Value Base
Strategy Functions
First, we define classes for different stragegy functions which are necessary for value-based agents. Then, we define the base class for value-based agents.
multiagent_epsilongreedy_strategy
multiagent_epsilongreedy_strategy (epsilon_greedys=None, N=None)
A multiagent epsilon-greedy strategy in tabular form
action_probabilities
action_probabilities (Qisa)
Transform Q values into epsilongreedy policy
multiagent_epsilongreedy_strategy.id
multiagent_epsilongreedy_strategy.id ()
Returns an identifier to handle simulation runs.
Value Base Class
Now we define the base clase for the value-based CRLD agents.
valuebase
valuebase (env, learning_rates:Union[float,Iterable], discount_factors:Union[float,Iterable], strategy_function, choice_intensities:Union[float,Iterable]=1.0, use_prefactor=False, opteinsum=True, **kwargs)
Base class for deterministic strategy-average independent (multi-agent) reward-prediction temporal-difference reinforcement learning in value space.
Type | Default | Details | |
---|---|---|---|
env | An environment object | ||
learning_rates | Union | agents’ learning rates | |
discount_factors | Union | agents’ discount factors | |
strategy_function | the strategy function object | ||
choice_intensities | Union | 1.0 | agents’ choice intensities |
use_prefactor | bool | False | use the 1-DiscountFactor prefactor |
opteinsum | bool | True | optimize einsum functions |
kwargs |
step
step (Qisa)
Temporal-difference reward-prediction learning step in value space, given joint state-action values Qisa
.
Details | |
---|---|
Qisa | joint state-action values |
valuebase.zero_intelligence_values
valuebase.zero_intelligence_values (value:float=0.0)
*Zero-intelligence causes a behavior where agents choose each action with equal probability.
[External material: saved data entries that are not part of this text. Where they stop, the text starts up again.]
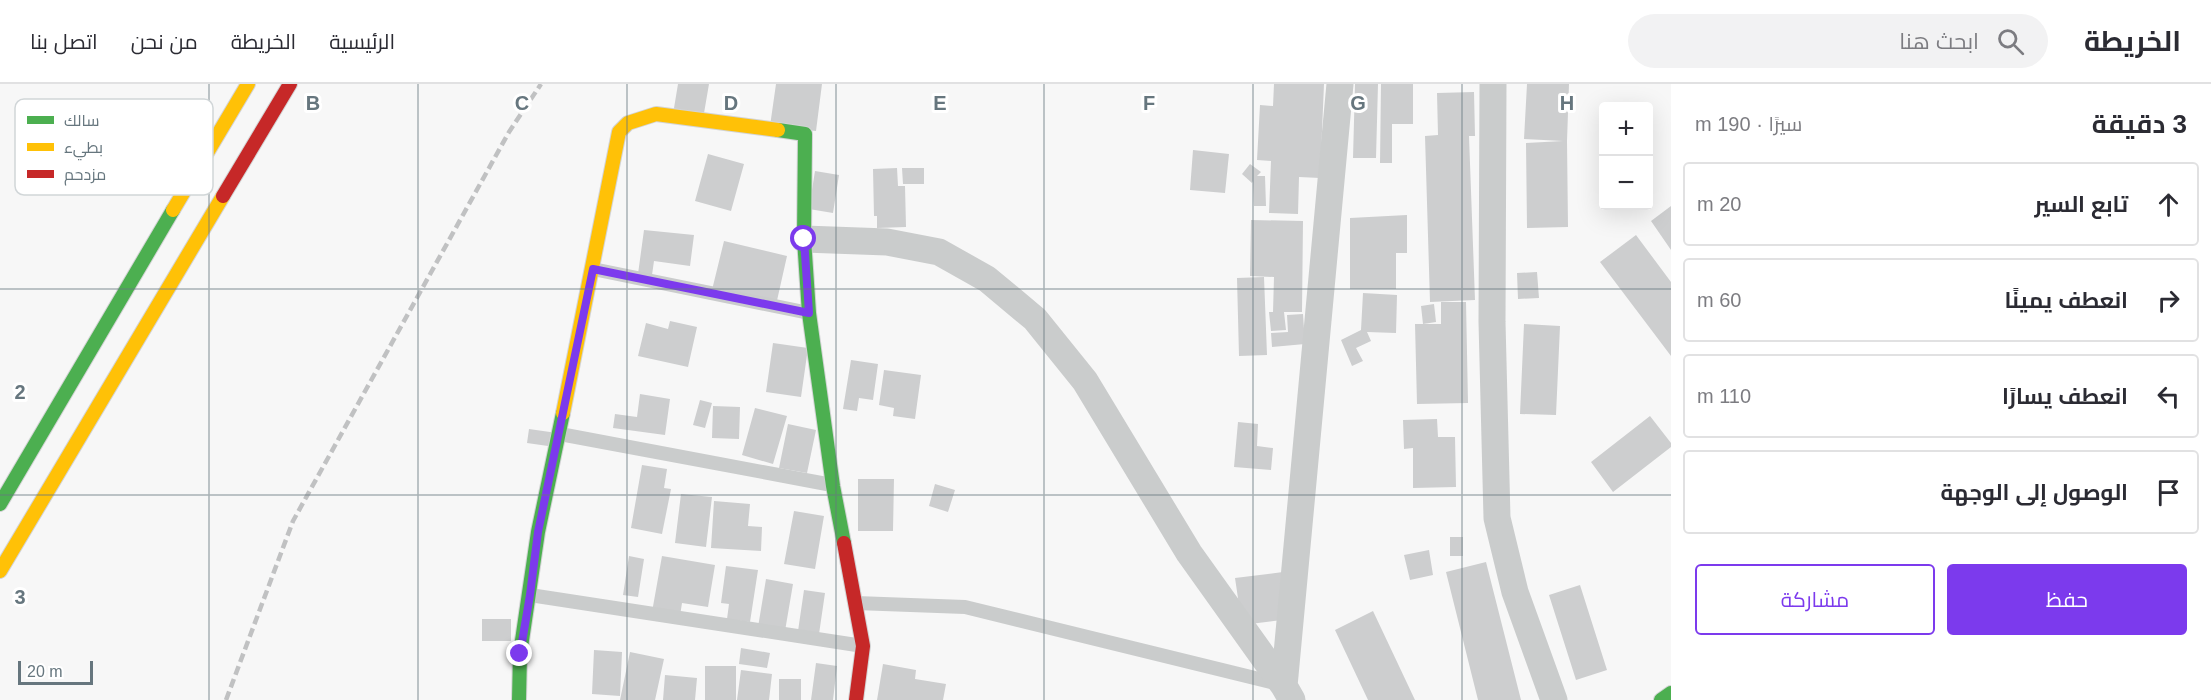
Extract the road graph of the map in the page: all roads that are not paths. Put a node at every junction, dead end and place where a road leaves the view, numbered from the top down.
1 (249, 84) edge
2 (291, 84) edge
3 (1340, 84) edge
4 (1493, 84) edge
5 (213, 145) edge
6 (183, 195) edge
7 (804, 239) junction
8 (593, 269) junction
9 (809, 313) junction
10 (560, 434) junction
11 (833, 486) junction
12 (0, 504) edge
13 (0, 571) edge
14 (530, 595) junction
15 (856, 603) junction
16 (863, 646) junction
17 (1267, 662) junction
18 (1288, 693) edge
19 (1671, 693) edge
20 (519, 700) edge
21 (856, 700) edge
22 (1554, 700) edge
23 (1661, 700) edge

1 - 5 main road
2 - 13 main road
3 - 17 street
4 - 22 street
6 - 12 main road
7 - 8 main road
7 - 9 main road
7 - 17 street
8 - 9 lane
8 - 10 main road
9 - 11 main road
10 - 11 lane
10 - 14 main road
11 - 15 main road
14 - 16 lane
14 - 20 main road
15 - 16 main road
15 - 17 lane
16 - 21 main road
17 - 18 street
19 - 23 main road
This function returns the state-action values for the zero-intelligence strategy with each state-action value set to value
.*
Type | Default | Details | |
---|---|---|---|
value | float | 0.0 | state-action value |
valuebase.random_values
valuebase.random_values ()
Returns normally distributed random state-action values.
id
id ()
Returns an identifier to handle simulation runs.